EXERCISE BRIEF
For each line in the data below that holds "Hills", return a copy.

[RECORDS SUPPLIED Boundary: Start]

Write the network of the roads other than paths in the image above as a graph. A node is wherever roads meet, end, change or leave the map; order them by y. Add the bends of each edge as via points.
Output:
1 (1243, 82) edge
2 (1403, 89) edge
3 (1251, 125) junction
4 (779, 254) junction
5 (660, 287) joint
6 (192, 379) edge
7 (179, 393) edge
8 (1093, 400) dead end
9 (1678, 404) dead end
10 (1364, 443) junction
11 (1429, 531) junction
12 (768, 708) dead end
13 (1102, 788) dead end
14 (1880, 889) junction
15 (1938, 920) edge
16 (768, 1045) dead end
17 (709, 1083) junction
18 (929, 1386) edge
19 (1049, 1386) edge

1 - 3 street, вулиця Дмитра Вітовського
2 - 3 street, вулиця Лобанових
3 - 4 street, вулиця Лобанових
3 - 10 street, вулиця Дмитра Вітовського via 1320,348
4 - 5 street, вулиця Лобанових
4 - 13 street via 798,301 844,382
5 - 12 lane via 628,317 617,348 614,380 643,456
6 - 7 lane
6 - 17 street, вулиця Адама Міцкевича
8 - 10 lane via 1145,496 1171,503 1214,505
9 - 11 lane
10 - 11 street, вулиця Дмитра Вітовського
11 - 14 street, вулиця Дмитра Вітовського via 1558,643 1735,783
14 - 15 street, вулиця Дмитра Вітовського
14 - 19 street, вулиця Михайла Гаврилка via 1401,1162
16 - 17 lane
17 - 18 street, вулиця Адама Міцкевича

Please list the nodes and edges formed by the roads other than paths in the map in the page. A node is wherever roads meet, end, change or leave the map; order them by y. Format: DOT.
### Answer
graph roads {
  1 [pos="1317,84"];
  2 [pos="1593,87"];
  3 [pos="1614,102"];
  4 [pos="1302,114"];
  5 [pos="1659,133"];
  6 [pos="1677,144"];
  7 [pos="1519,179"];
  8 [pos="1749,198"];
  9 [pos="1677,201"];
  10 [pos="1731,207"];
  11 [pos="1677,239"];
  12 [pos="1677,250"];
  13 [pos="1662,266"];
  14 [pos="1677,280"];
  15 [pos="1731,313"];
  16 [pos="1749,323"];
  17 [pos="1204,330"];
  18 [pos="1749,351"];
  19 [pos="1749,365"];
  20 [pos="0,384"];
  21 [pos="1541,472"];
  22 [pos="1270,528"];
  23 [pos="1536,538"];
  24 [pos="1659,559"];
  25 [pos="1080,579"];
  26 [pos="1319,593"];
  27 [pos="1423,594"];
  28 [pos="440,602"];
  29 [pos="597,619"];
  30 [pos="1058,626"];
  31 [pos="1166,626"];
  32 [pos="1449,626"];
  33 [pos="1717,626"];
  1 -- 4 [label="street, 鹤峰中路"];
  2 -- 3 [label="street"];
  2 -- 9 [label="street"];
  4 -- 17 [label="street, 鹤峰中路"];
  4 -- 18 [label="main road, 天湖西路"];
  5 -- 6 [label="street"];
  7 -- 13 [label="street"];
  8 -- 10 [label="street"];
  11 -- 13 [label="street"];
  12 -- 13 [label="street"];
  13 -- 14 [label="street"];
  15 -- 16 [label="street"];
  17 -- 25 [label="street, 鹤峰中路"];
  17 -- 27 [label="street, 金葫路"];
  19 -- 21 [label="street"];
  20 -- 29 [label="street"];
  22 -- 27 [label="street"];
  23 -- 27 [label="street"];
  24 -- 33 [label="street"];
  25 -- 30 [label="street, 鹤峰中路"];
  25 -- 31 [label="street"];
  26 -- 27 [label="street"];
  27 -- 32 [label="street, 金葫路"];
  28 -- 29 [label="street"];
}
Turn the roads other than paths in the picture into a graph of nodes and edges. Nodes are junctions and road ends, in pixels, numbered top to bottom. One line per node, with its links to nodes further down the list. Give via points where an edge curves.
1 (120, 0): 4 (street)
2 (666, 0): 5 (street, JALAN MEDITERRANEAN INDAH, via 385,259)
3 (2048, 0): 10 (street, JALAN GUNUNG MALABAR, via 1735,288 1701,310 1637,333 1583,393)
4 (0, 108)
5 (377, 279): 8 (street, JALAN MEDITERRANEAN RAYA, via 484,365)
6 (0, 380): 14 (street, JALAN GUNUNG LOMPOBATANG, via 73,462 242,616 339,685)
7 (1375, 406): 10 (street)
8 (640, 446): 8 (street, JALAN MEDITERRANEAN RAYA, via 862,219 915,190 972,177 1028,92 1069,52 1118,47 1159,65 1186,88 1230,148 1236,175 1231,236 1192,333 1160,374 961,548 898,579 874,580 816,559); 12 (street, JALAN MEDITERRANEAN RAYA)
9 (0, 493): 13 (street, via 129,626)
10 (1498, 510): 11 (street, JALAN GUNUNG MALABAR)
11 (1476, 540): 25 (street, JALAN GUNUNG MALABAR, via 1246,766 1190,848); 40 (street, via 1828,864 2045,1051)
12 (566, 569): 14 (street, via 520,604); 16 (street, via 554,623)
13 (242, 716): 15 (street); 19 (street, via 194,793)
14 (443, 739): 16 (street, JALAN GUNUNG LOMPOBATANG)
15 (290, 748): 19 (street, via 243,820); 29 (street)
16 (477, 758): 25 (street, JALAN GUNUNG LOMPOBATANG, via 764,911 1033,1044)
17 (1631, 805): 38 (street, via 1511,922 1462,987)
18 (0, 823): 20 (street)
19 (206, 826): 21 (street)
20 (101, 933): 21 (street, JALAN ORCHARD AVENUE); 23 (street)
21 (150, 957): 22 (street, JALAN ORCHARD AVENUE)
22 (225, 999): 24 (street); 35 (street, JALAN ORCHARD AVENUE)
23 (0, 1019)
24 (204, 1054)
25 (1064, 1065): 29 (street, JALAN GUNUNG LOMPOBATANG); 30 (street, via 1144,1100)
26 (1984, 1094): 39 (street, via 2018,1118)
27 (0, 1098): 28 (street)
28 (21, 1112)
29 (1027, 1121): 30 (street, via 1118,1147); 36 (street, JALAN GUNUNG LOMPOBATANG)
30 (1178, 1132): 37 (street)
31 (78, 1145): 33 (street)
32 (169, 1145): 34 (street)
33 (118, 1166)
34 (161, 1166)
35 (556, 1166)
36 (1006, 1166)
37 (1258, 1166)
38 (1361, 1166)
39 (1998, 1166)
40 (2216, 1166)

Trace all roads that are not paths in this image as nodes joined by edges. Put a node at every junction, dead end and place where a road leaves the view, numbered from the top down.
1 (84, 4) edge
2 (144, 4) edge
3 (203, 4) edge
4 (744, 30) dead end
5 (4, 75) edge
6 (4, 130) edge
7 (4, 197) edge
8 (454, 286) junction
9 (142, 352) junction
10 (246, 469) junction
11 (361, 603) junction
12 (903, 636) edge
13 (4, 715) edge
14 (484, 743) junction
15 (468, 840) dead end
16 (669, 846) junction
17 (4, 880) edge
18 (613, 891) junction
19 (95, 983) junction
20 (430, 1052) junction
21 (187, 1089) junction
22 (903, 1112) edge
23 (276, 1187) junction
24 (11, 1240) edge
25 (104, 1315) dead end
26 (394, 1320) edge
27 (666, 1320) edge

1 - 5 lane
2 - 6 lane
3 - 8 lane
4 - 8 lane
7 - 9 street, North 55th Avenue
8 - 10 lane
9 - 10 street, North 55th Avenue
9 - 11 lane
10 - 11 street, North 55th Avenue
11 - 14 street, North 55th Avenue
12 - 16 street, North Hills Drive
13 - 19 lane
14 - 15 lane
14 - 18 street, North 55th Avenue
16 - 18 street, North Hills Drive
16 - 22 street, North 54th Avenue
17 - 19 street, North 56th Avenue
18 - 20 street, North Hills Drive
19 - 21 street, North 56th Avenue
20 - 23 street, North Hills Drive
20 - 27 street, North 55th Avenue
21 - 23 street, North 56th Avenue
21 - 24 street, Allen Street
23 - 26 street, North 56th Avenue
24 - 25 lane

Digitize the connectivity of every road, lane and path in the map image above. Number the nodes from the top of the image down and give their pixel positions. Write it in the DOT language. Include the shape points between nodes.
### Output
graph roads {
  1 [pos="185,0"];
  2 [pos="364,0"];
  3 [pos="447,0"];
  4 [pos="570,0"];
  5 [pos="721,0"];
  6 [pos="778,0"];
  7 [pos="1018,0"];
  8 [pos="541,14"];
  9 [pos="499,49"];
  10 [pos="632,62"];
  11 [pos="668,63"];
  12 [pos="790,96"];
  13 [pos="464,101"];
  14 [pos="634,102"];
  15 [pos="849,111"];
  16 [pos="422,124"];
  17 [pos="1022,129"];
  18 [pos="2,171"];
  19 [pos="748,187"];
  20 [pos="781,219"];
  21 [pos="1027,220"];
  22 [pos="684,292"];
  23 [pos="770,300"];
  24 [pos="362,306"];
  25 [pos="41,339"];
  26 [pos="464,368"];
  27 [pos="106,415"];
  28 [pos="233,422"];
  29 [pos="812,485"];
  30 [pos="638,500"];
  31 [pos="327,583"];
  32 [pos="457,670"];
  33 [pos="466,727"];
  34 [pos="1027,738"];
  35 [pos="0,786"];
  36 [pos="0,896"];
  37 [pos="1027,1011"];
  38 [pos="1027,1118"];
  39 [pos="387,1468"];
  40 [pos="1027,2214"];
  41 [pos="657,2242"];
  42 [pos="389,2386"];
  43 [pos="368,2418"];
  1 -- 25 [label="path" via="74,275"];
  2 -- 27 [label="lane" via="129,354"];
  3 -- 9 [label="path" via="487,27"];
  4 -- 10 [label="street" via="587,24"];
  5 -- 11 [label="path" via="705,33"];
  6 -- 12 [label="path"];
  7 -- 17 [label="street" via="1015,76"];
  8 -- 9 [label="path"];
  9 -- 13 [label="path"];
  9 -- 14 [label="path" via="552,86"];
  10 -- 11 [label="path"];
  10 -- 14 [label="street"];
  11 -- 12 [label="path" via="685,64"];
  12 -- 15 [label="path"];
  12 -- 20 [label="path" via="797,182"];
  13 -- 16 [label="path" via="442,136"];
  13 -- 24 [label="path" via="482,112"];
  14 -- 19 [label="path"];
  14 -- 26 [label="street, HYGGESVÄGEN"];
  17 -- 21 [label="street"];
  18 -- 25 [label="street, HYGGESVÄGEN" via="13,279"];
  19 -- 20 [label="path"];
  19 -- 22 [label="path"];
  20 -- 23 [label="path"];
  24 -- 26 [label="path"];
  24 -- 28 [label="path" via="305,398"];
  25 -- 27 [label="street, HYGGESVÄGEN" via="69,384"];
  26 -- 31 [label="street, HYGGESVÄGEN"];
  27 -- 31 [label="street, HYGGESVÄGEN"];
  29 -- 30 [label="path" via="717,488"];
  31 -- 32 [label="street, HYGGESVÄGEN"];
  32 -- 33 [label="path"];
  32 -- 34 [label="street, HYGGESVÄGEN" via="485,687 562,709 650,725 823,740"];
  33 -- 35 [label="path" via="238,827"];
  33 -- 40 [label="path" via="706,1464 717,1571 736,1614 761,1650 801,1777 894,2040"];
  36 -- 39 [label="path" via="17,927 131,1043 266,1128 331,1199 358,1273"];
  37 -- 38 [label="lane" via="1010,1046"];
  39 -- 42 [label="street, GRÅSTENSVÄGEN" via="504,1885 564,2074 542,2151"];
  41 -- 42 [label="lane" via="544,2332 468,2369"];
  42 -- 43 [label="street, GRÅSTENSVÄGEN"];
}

[RECORDS SUPPLIED Boundary: End]

TASK ANSWER
12 - 16 street, North Hills Drive
16 - 18 street, North Hills Drive
18 - 20 street, North Hills Drive
20 - 23 street, North Hills Drive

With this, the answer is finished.